Segment Start: Data shown
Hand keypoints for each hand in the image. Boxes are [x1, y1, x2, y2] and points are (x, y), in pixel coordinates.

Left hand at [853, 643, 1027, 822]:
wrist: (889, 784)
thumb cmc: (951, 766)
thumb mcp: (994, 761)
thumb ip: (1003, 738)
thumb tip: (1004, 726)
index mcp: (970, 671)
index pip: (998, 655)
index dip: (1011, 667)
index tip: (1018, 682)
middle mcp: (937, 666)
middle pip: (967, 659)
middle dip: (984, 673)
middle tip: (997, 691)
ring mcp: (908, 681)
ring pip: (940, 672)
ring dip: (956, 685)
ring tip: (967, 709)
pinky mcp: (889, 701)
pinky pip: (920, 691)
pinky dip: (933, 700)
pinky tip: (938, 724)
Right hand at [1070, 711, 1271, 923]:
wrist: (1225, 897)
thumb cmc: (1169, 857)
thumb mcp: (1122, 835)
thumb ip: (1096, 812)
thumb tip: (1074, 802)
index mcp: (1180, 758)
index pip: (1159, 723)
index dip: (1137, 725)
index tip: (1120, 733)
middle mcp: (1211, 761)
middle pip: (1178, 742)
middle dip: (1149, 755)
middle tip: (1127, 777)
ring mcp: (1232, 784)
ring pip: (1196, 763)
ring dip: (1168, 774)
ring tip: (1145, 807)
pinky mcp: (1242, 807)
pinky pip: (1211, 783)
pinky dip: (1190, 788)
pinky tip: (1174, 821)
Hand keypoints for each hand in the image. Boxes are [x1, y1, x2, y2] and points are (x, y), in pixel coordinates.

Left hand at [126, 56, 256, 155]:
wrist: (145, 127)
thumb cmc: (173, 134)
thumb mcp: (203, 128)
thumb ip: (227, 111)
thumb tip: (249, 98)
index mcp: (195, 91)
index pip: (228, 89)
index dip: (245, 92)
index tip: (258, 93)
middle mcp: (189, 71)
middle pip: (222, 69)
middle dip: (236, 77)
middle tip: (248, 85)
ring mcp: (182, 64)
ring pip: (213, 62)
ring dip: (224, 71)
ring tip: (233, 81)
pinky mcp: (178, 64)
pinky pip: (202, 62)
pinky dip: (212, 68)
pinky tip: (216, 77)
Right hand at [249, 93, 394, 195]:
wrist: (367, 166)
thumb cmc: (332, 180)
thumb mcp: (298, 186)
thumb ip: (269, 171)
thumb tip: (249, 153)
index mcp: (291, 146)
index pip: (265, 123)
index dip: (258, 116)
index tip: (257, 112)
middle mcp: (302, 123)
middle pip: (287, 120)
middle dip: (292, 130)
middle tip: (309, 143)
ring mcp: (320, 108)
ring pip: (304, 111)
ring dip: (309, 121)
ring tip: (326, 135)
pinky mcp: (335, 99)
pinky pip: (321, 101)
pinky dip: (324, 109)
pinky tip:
Segment End: Data shown
Segment Start: Data shown
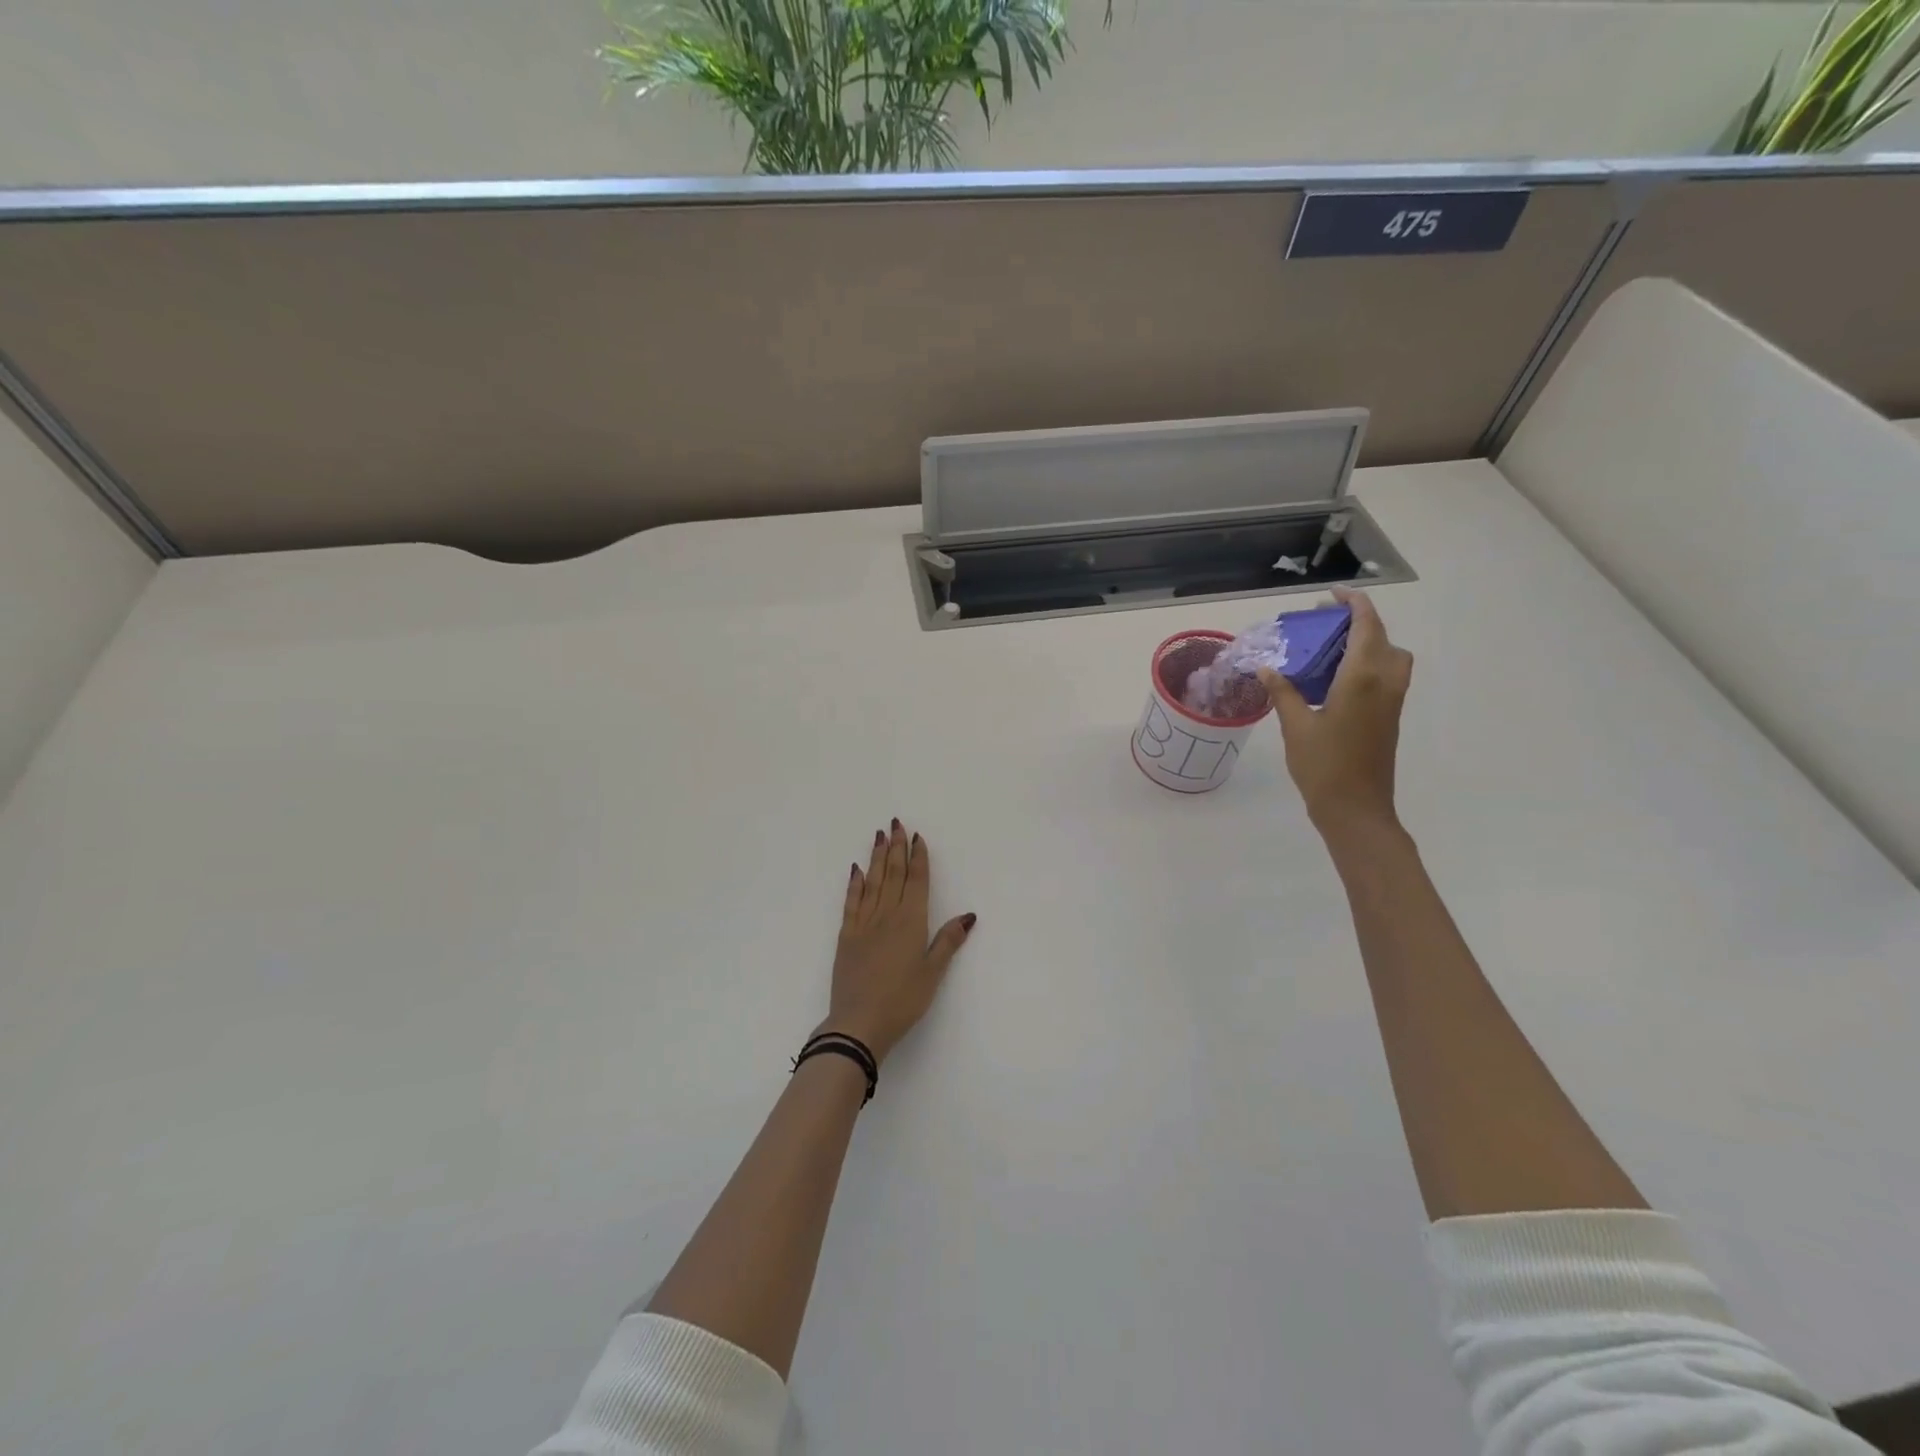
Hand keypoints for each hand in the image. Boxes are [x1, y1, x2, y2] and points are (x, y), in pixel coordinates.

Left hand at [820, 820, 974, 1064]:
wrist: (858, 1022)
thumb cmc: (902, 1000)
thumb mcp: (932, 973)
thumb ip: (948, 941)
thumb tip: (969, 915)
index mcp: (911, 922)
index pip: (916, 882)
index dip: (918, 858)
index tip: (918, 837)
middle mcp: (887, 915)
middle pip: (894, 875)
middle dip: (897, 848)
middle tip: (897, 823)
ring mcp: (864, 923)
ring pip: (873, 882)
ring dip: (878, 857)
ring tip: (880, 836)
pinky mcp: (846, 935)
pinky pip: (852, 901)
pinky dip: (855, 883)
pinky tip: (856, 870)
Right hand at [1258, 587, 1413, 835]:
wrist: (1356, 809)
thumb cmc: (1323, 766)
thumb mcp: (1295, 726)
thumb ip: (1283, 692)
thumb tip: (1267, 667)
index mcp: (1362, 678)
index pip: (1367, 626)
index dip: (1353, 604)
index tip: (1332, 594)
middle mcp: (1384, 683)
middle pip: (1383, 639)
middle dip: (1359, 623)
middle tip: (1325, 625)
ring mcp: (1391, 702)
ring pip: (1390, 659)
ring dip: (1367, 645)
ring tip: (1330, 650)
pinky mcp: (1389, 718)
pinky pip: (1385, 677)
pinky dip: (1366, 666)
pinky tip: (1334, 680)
Segment End: Data shown
Segment Start: Data shown
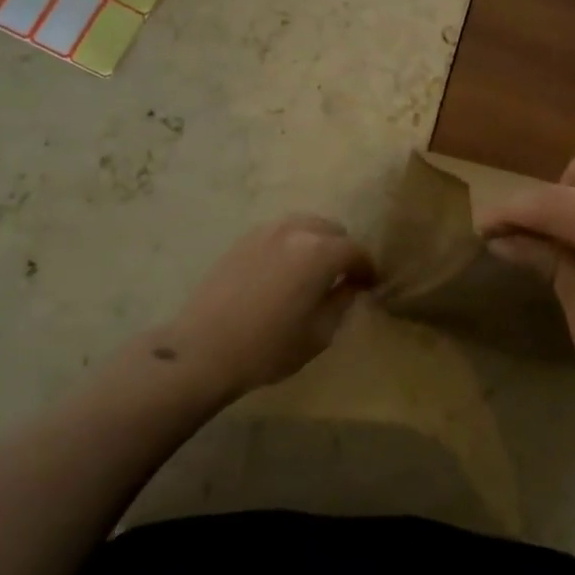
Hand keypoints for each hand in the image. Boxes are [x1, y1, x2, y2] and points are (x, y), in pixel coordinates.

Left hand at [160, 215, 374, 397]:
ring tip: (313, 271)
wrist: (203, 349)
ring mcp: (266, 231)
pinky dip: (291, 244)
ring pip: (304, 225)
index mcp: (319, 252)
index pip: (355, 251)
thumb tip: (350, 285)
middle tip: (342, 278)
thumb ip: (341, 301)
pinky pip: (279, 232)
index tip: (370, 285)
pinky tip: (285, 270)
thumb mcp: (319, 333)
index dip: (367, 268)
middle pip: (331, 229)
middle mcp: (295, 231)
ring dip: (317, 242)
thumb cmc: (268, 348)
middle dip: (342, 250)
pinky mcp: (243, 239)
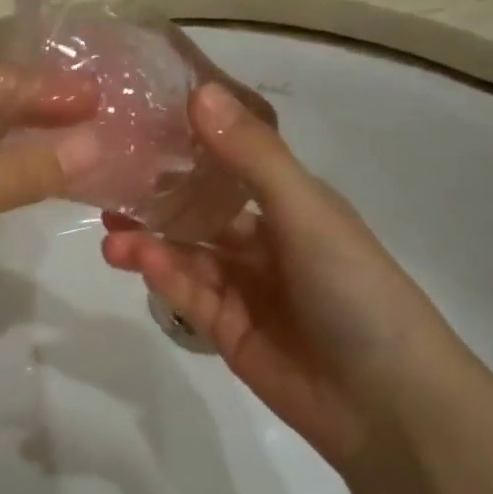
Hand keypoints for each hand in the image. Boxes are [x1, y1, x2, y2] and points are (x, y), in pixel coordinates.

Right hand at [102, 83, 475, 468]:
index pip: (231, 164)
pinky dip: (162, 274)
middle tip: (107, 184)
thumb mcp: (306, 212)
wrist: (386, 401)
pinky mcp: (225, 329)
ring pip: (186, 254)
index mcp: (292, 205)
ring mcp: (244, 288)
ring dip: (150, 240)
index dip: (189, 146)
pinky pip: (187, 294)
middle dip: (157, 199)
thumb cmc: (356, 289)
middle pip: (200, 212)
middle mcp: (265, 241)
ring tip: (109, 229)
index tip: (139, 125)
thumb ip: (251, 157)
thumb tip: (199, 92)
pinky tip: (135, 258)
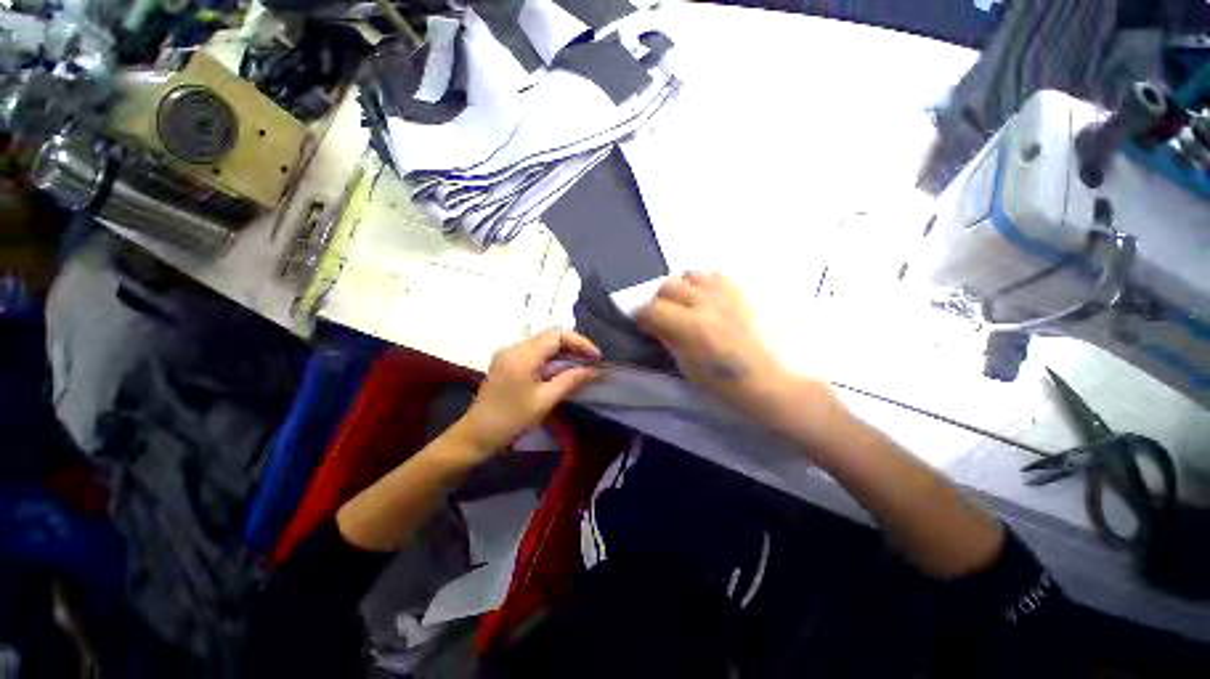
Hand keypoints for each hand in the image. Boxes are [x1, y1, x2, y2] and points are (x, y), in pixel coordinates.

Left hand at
Segment End: Data shown
Set down, unchanged, only those lines above that fall between the line with "pinky tip: (1174, 821)" and the line with "middle mcp: (189, 71)", the two end lines included.

Result ▸
pinky tip: (1174, 821)
Hand keypoints for each hand in the image. Boxes are [x1, y1, x2, y2] and points are (x, y), in pixel coordinates.

Left hand at [126, 56, 256, 155]:
wrist: (145, 127)
thumb cmc: (173, 134)
thumb mcp: (203, 128)
thumb ip: (227, 111)
thumb tip: (249, 98)
index mcp: (195, 91)
index pip: (228, 89)
index dip: (245, 92)
index tip: (258, 93)
middle mcp: (189, 71)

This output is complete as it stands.